# What you are asked to do:
From the entries below, work out the number of lines that hold the word "Elas", and give that number alone.

[Stored data entries]
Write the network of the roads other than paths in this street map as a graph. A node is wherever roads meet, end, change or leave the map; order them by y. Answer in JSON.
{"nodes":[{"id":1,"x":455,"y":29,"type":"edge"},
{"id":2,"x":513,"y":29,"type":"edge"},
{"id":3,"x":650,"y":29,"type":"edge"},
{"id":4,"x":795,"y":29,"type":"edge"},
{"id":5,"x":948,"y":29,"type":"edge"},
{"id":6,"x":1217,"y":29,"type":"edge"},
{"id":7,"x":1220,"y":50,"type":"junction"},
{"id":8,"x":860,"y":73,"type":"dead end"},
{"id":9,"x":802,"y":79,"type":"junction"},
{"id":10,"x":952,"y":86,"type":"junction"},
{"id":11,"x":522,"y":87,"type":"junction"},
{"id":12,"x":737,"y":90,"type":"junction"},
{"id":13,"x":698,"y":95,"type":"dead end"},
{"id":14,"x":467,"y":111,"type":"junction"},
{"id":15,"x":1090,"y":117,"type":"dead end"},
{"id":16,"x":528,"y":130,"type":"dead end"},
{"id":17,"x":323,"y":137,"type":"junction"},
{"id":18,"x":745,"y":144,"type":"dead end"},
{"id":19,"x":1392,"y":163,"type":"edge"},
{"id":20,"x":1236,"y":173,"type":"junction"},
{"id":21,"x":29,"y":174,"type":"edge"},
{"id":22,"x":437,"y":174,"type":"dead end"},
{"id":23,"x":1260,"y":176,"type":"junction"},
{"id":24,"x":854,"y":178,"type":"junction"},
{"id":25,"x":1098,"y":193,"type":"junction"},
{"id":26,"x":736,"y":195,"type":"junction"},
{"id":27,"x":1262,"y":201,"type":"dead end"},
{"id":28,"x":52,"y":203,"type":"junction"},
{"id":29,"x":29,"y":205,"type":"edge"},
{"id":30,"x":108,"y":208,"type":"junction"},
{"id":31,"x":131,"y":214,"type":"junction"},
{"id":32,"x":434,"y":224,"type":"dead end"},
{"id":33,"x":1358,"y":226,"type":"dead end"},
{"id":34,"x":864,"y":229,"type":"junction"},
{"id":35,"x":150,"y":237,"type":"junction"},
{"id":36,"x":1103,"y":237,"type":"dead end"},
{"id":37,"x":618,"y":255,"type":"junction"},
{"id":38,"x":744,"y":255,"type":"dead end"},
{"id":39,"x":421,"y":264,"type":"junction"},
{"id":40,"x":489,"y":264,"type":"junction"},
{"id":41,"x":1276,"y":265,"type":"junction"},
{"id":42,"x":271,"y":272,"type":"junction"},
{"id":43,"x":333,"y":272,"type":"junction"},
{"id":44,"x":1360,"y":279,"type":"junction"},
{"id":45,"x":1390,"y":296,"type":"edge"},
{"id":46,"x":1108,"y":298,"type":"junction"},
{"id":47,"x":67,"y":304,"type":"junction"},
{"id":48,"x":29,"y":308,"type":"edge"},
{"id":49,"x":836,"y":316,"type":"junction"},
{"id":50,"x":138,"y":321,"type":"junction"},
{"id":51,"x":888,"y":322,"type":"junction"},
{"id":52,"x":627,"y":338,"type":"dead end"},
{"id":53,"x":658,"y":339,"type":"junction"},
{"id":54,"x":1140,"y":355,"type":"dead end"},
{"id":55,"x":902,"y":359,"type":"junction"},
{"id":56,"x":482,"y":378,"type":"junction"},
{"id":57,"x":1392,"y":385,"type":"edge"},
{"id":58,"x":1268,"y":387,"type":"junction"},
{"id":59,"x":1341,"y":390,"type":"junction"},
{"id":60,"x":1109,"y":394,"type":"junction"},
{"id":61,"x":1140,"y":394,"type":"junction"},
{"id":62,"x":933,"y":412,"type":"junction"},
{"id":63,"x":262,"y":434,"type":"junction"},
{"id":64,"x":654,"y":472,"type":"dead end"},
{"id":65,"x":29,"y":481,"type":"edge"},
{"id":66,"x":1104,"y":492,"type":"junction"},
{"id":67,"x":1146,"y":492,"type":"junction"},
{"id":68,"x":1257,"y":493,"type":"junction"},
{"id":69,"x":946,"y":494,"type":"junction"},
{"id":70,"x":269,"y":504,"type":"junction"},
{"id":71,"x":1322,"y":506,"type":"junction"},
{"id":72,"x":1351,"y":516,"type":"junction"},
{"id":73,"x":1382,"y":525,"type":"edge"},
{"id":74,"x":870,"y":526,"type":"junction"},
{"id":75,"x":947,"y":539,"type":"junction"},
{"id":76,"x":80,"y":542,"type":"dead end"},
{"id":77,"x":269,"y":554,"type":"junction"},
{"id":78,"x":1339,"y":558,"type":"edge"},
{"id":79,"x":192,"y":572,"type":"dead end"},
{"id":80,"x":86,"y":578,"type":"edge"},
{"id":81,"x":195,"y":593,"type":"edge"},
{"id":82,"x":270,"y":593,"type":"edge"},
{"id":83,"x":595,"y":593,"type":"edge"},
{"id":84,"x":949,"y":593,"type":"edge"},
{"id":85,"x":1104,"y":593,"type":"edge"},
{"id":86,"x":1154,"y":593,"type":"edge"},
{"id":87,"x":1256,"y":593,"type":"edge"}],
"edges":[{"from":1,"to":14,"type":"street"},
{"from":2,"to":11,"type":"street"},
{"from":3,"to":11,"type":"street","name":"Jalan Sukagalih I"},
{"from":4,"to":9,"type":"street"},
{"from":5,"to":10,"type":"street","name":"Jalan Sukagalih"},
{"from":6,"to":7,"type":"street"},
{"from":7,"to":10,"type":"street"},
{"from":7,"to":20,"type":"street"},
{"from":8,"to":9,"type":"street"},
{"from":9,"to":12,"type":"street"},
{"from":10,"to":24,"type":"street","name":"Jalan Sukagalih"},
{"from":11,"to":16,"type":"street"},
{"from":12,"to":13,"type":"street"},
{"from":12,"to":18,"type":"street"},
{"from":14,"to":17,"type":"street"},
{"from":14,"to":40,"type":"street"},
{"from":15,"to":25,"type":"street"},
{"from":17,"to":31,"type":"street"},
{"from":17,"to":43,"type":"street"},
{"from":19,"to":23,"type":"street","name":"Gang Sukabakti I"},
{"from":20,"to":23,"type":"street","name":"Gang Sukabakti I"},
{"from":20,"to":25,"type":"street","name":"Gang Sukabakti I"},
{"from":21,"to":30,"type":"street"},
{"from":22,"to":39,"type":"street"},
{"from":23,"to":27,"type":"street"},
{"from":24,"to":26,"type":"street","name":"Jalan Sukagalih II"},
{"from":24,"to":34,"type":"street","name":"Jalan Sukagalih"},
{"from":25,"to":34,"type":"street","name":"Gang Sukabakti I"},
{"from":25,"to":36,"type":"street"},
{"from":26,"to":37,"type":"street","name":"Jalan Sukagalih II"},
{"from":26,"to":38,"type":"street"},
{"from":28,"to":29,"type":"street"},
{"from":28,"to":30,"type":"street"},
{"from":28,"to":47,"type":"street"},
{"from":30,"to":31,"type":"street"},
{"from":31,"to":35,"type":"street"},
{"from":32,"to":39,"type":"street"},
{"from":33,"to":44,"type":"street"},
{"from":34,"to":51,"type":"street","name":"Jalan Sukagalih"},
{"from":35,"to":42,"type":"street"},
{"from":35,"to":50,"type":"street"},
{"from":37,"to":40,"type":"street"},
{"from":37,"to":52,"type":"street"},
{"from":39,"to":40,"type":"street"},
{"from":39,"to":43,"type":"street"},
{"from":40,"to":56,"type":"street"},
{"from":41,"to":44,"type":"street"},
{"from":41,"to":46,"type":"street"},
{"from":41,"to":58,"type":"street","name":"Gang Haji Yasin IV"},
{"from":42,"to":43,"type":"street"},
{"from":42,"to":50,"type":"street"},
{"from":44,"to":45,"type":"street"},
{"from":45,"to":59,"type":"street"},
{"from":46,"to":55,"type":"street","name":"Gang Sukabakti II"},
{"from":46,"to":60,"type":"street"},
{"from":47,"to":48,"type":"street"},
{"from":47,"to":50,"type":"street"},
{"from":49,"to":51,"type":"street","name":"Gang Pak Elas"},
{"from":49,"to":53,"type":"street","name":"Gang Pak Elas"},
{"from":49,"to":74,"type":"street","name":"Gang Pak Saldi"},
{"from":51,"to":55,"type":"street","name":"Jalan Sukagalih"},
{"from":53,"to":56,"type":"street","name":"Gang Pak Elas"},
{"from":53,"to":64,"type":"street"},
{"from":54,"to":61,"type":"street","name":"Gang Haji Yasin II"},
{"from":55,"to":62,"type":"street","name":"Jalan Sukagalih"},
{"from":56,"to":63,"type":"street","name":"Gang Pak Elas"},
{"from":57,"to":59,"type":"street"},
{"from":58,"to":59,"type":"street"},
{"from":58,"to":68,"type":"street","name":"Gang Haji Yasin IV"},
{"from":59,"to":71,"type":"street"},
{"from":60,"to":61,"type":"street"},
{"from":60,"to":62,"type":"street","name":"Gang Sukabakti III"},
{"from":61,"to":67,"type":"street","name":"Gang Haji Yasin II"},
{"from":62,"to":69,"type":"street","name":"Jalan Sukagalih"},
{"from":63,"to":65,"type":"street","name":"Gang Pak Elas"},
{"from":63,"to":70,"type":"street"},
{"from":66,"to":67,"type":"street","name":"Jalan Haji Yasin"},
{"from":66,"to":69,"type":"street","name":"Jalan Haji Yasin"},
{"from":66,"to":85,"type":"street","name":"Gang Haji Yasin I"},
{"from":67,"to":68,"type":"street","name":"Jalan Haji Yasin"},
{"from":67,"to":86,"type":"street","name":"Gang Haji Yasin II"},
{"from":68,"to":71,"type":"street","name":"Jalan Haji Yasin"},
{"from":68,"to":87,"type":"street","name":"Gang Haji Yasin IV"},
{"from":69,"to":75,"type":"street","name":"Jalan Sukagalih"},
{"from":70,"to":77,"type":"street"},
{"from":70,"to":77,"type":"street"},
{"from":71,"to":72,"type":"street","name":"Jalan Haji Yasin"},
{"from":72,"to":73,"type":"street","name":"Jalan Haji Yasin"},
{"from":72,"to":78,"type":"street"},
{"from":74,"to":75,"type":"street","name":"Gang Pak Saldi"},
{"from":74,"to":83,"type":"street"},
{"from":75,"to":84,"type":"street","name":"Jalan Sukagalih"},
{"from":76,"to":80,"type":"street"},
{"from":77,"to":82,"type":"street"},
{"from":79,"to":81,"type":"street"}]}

# Task response:
5